[Images with localized body landmarks]
- Opening Delimiter -

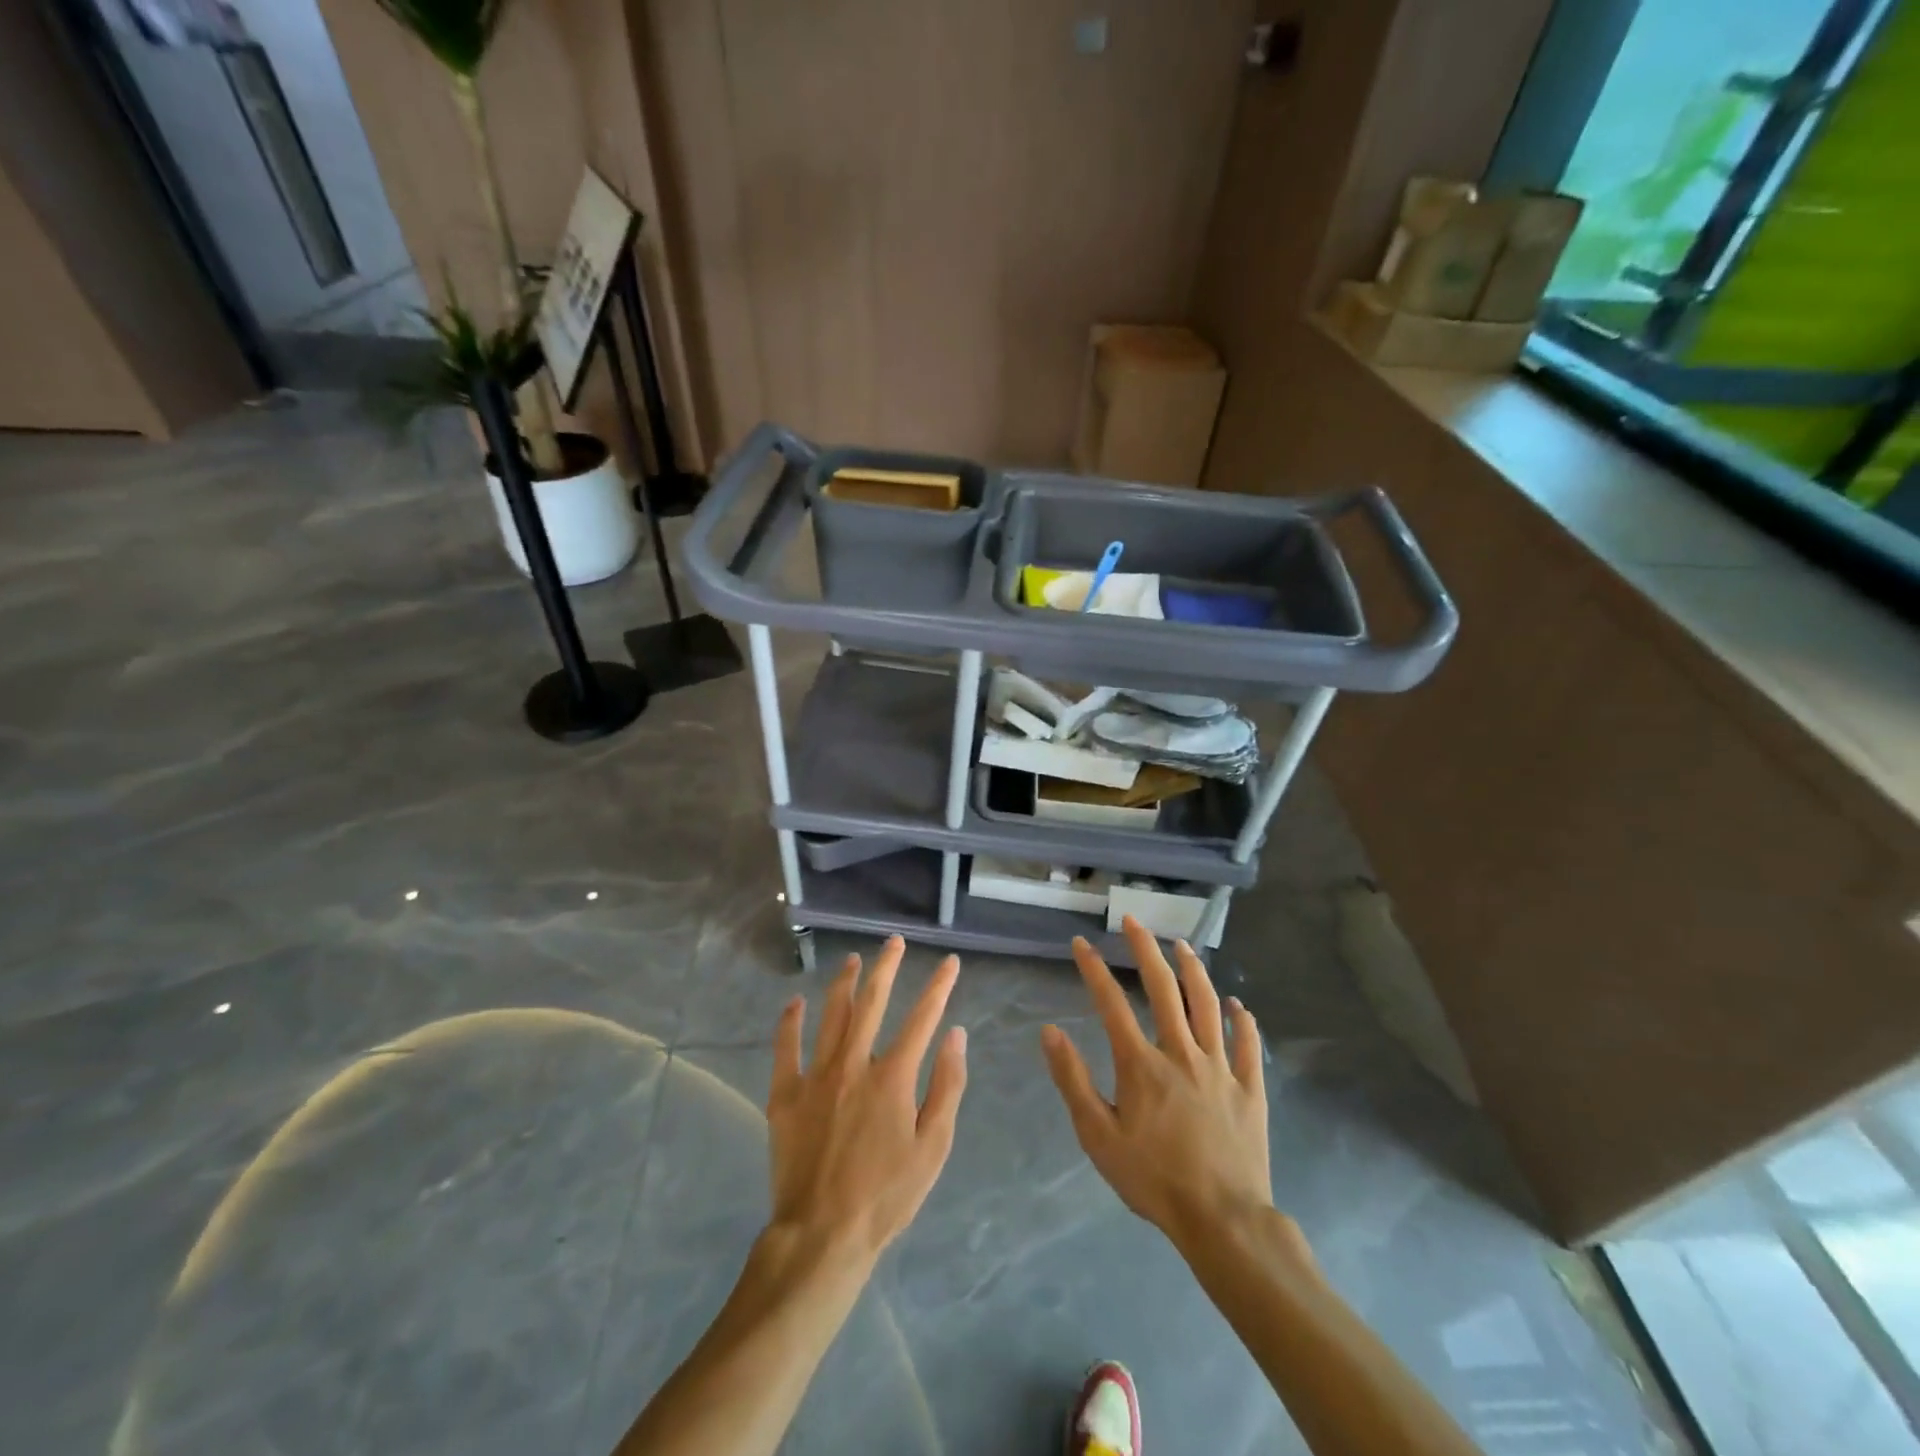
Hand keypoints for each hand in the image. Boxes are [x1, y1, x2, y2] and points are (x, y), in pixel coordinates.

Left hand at [766, 936, 967, 1264]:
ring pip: (831, 1015)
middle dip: (887, 967)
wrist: (822, 1235)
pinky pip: (786, 1047)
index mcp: (892, 1077)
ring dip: (844, 983)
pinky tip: (796, 1002)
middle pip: (872, 1002)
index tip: (949, 962)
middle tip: (895, 942)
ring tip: (853, 959)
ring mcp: (815, 1076)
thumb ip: (947, 1087)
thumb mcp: (933, 1147)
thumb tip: (956, 1035)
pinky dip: (790, 1022)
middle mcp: (854, 1064)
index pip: (922, 1018)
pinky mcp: (785, 1095)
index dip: (939, 987)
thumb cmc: (886, 1195)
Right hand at [1042, 918, 1271, 1250]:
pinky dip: (1242, 1019)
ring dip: (1193, 970)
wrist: (1223, 1221)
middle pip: (1163, 988)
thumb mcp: (1098, 1136)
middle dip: (1145, 949)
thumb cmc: (1153, 1179)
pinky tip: (1237, 1003)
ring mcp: (1220, 1067)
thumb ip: (1073, 1080)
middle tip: (1133, 921)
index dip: (1093, 969)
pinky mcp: (1250, 1088)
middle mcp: (1181, 1053)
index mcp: (1142, 1064)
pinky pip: (1248, 1044)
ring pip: (1207, 1005)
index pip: (1111, 1003)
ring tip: (1182, 945)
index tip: (1081, 943)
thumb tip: (1050, 1031)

- Closing Delimiter -

Your goal: Each line above that includes the word "index" is to be copied.

Result for this task:
index mcp: (892, 1077)
index tip: (949, 962)
index pip: (922, 1018)
index dip: (939, 987)
index dip: (1093, 969)
index mcp: (1142, 1064)
index pip: (1111, 1003)
index tip: (1081, 943)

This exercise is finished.